市場規模が数兆ドルに拡大した中、ミネソタ州が銀行および信用組合に暗号資産のカストディサービスを提供する法的権限を付与した最新の州となった。推進側は、規制の曖昧さが機関を長年遠ざけてきた問題が解消されると評価している。
ティム・ウォルズ知事がHF 3709に署名し、法律として成立。施行は2026年8月1日で、州認可の銀行および信用組合が、顧客や組合員に代わって仮想通貨およびそれを管理する暗号鍵を保管することを認める。
ミネソタ州はニューヨーク、ワイオミング、バージニアに続き、同様の枠組みを整備した州となる。
カストディサービスの提供を希望する機関は、リスク管理・内部統制・サイバーセキュリティに関する書面ポリシーを整備した上で、サービス開始の少なくとも60日前にミネソタ州商務長官へ書面で届け出る必要がある。届出にはリスク管理プログラムの概要も含めなければならない。
同法はまた、顧客のデジタル資産を機関自身の保有資産から厳格に分別管理することを義務付けている。伝統的なカストディ法の原則を暗号資産に拡張した要件だ。
法案の主要著者であるバーニー・ペリーマン下院議員は、規制のないオフショアや州外業者に住民が頼らざるを得ない状況をなくし、ミネソタ州の金融機関が「顧客や組合員とともに進化できる」よう整備する法律だと述べた。
ミネソタ州信用組合ネットワークは、監督体制の整った機関を通じてデジタル資産の取引を行う仕組みにより、同法が「ミネソタ市民に暗号資産をより安全に管理する手段を提供する」と評価した。
法制化の3か月前から動いていた信用組合
セント・クラウド・ファイナンシャル信用組合は、法成立の3か月以上前にあたる3月に「CU-Digital Asset Vault™」を立ち上げ、ミネソタ州で機関グレードの暗号資産カストディを提供する初の信用組合となった。
今月時点で、プラットフォームを通じて組合員が保管しているビットコインは約13.5BTCに達しているという。
Vaultは、信用組合が共同所有するテクノロジー協同組合DaLand CUSOが開発したインフラ製品「Coin2Core©」上で稼働している。DaLand CUSOのミッションは、地域の金融機関が新興のデジタル決済・決済ネットワークと接続し続けられるよう支援することだ。

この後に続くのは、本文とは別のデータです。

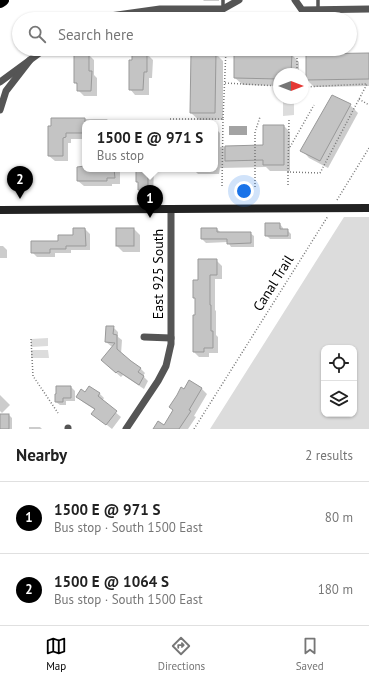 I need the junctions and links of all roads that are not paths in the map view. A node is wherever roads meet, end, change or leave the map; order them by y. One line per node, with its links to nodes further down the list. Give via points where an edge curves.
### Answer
1 (3, 0): 6 (highway)
2 (223, 0): 7 (lane)
3 (239, 0): 7 (street)
4 (295, 0): 9 (street, via 302,10)
5 (318, 0): 9 (lane)
6 (0, 2)
7 (223, 9): 10 (street, via 160,9)
8 (369, 9): 9 (street)
9 (318, 10)
10 (139, 12)
11 (35, 56): 12 (street)
12 (30, 60): 13 (street); 14 (street, via 6,91)
13 (0, 82)
14 (0, 110)
15 (369, 208): 16 (street)
16 (171, 209): 17 (street); 19 (street, East 925 South)
17 (0, 210)
18 (144, 337): 19 (street, East 925 South)
19 (171, 338): 20 (street, East 925 South, via 166,366)
20 (126, 429) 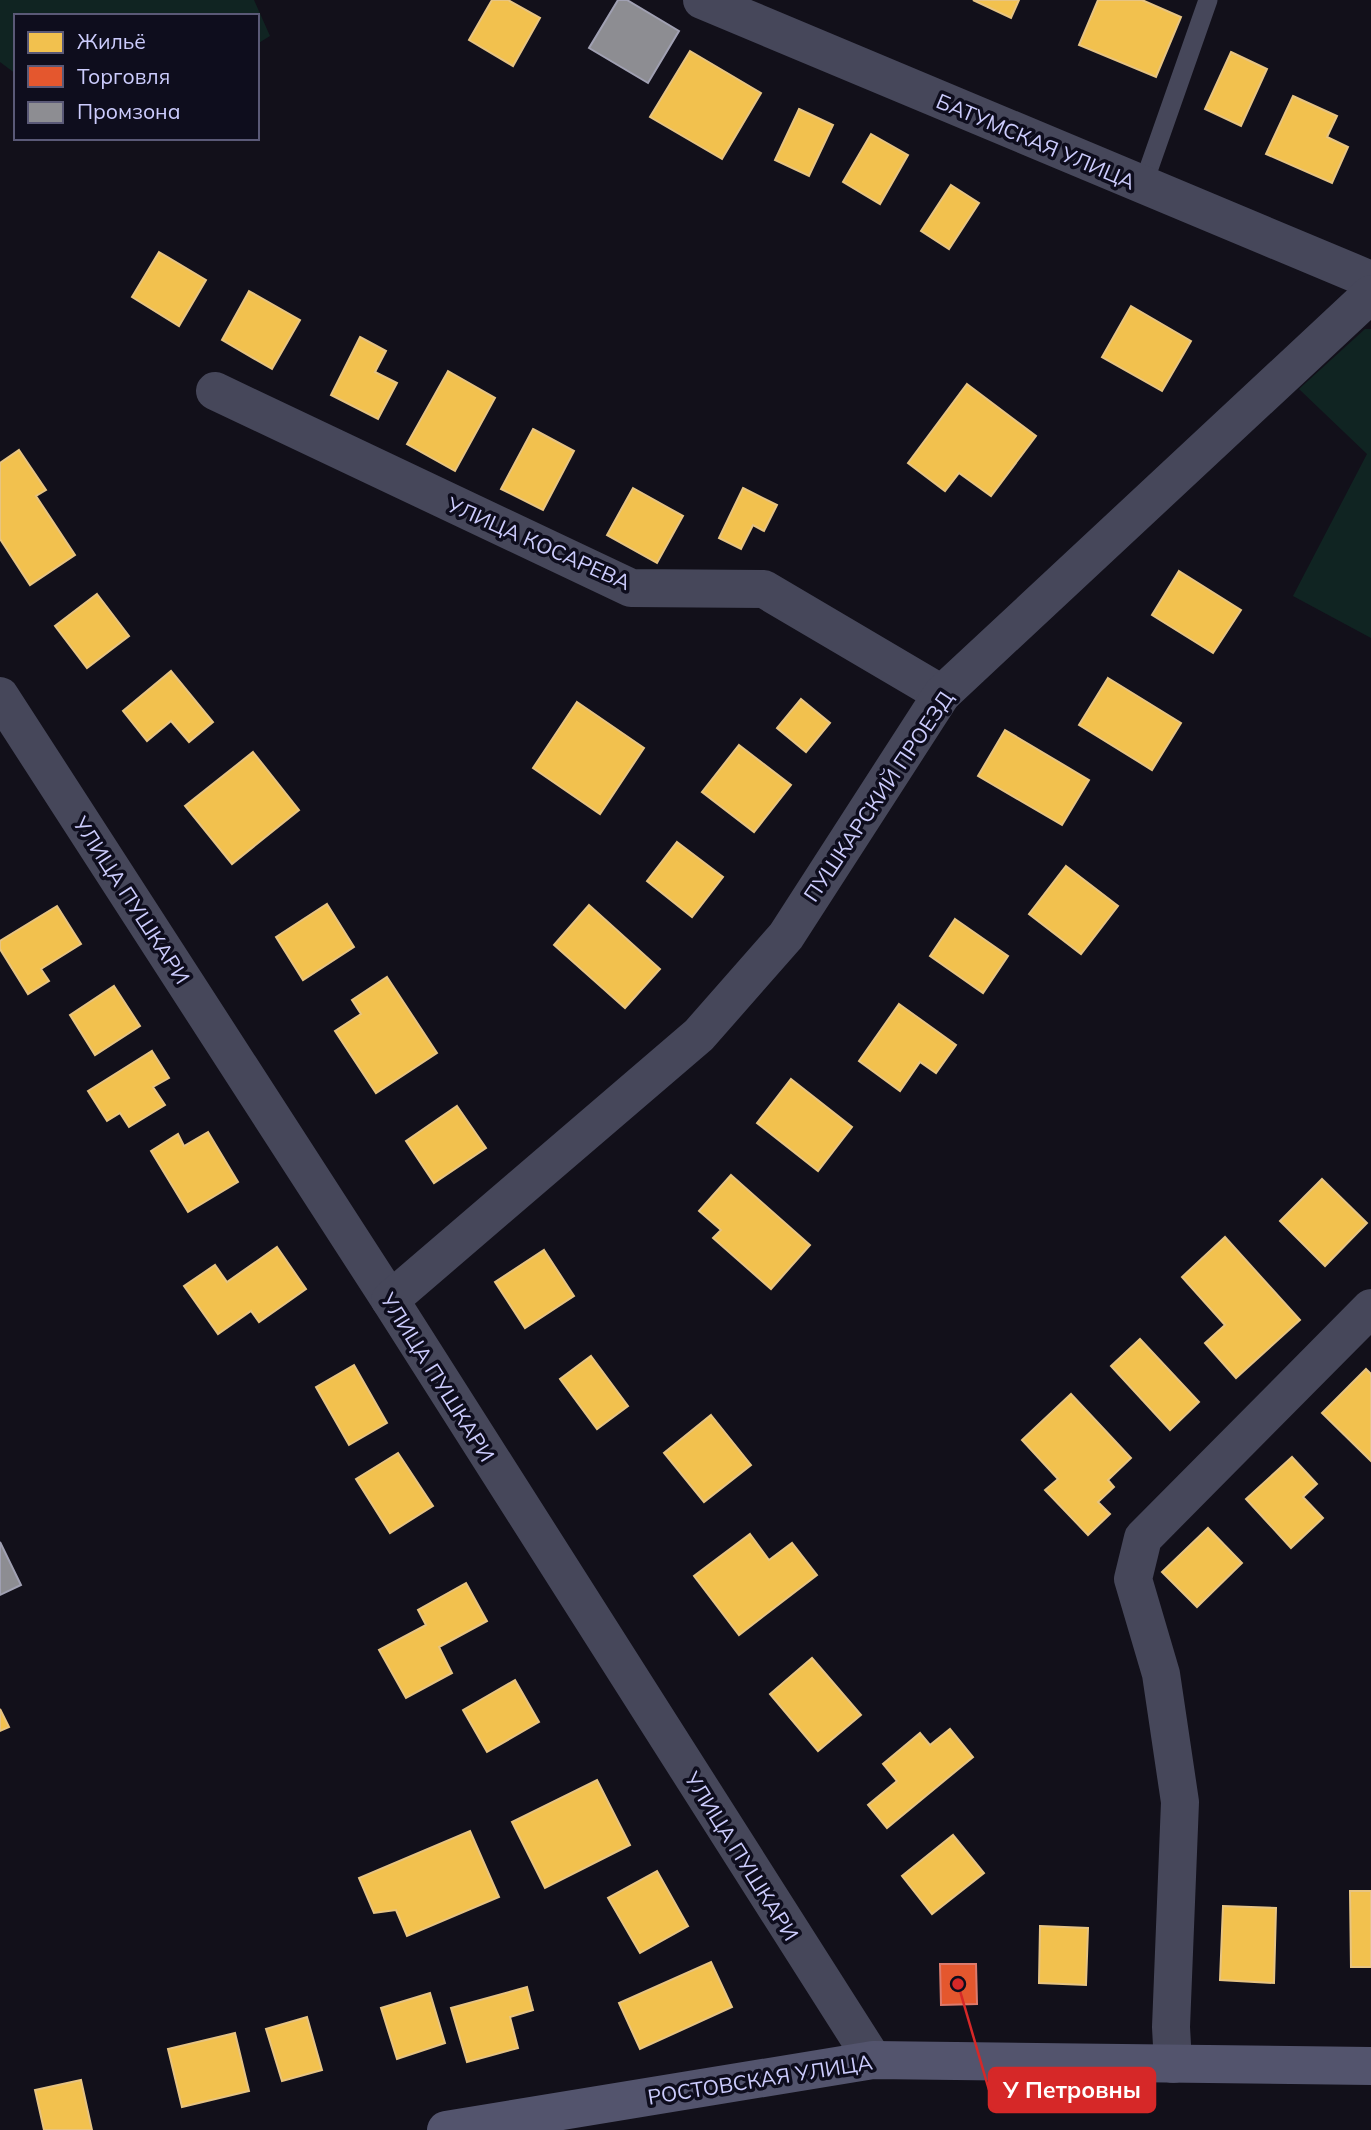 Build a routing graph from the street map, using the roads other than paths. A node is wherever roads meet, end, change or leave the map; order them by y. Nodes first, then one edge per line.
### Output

セント・クラウド・ファイナンシャルの幹部チェイス・ラーソンは、今回の法制化が多くの機関の前進を阻んでいた構造的な問題を解消すると語った。
「ミネソタ州の信用組合や地域銀行は、長すぎる期間、規制のグレーゾーンで運営を強いられてきた。明確なガイダンスの欠如そのものが、行動へのハードルになっていた」とラーソンは述べ、「実務的に変わるのはリスク負担の位置づけだ」と続けた。
ラーソンによれば、Vaultのアーキテクチャはコンプライアンスをベースにゼロから設計されており、規制の明確化を待って構築されたものではない。同システムは協調的な保管モデルを採用しており、信用組合・組合員・DaLandのいずれも、単独で組合員の資産に対する支配権を持たない構造になっている。

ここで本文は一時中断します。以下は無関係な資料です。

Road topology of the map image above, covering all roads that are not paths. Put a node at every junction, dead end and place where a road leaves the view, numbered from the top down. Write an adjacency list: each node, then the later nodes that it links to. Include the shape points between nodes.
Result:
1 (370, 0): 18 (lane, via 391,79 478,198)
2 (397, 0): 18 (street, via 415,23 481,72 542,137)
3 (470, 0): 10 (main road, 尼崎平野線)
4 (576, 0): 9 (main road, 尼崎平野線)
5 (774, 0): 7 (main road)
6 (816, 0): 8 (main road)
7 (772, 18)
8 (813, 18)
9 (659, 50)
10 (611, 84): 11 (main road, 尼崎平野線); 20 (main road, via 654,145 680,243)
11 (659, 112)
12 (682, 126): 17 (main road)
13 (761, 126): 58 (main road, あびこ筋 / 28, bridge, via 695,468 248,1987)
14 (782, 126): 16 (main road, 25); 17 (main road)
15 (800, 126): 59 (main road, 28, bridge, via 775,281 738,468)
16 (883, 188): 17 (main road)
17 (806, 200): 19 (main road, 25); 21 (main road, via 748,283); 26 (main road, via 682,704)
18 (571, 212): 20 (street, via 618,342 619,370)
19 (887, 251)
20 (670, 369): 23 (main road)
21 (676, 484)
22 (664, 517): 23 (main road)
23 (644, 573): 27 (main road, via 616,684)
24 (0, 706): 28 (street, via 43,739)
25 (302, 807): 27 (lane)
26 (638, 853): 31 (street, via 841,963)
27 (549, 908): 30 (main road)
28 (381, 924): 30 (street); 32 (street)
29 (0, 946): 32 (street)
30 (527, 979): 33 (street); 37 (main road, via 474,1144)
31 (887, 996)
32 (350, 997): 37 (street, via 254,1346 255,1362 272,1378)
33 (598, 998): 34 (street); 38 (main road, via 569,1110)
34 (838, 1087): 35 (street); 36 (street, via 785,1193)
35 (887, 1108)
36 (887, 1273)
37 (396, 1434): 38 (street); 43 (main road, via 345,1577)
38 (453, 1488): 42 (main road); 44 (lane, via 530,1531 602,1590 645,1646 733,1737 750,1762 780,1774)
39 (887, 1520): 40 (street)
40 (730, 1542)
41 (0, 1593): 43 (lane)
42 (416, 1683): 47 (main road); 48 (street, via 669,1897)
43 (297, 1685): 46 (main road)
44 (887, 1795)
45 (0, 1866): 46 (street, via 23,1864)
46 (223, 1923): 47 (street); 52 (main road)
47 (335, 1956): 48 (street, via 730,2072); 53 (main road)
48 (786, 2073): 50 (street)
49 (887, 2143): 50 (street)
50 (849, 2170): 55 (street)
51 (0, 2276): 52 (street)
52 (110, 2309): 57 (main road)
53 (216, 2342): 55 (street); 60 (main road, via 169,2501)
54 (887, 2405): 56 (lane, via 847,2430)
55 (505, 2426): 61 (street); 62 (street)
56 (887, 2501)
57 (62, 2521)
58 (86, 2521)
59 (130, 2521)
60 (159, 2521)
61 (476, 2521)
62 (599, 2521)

組合員からのフィードバックは、信頼できる機関への安心感・使いやすさ・地元に根差した関係性のある組織がカストディに関与していることの3点に集中しているとラーソンは述べた。
「CU-Digital Asset Vault™を利用している組合員は、資産戦略・長期的な資産保有・セキュリティ・デジタル金融の未来について、より幅広い議論を始めている。それこそがコア・セントリックな哲学が目指す、深い関係性の形だ」
全国に広がる制度整備の波
今回の法制化は、ミネソタ州内外の機関から注目を集めている。ラーソンによれば、「そもそも許可されているのか?」から始まっていた会話が、今は「どうすれば責任ある戦略的な対応ができるか?」から始まるようになっているという。
ラーソンは今回の法制化を全国的な流れの一部として位置づけ、米国各州の議会で暗号資産立法の動きが広がっていると指摘した。
「金融インフラ・資金移動・価値の保管は進化しており、デジタル資産ネットワークは伝統的な金融システムと並行して存在感を増していく」とラーソンは述べた。
同組合が社内で「R-Path©」と呼ぶ長期ロードマップは、規制環境の成熟に合わせてカストディからブロックチェーン決済・リアルタイム決済・ステーブルコインフレームワーク・その他デジタル金融サービスへと展開していく構想だ。
「この法制化が私たちの方向性を根本的に変えるわけではない。すでに歩んできた戦略的道筋が正しかったことが確認されただけだ」とラーソンは語った。
法律は8月1日に施行される。同日までにカストディサービスの提供を開始したい機関は、遅くとも6月2日までに商務長官への届出を完了させる必要がある。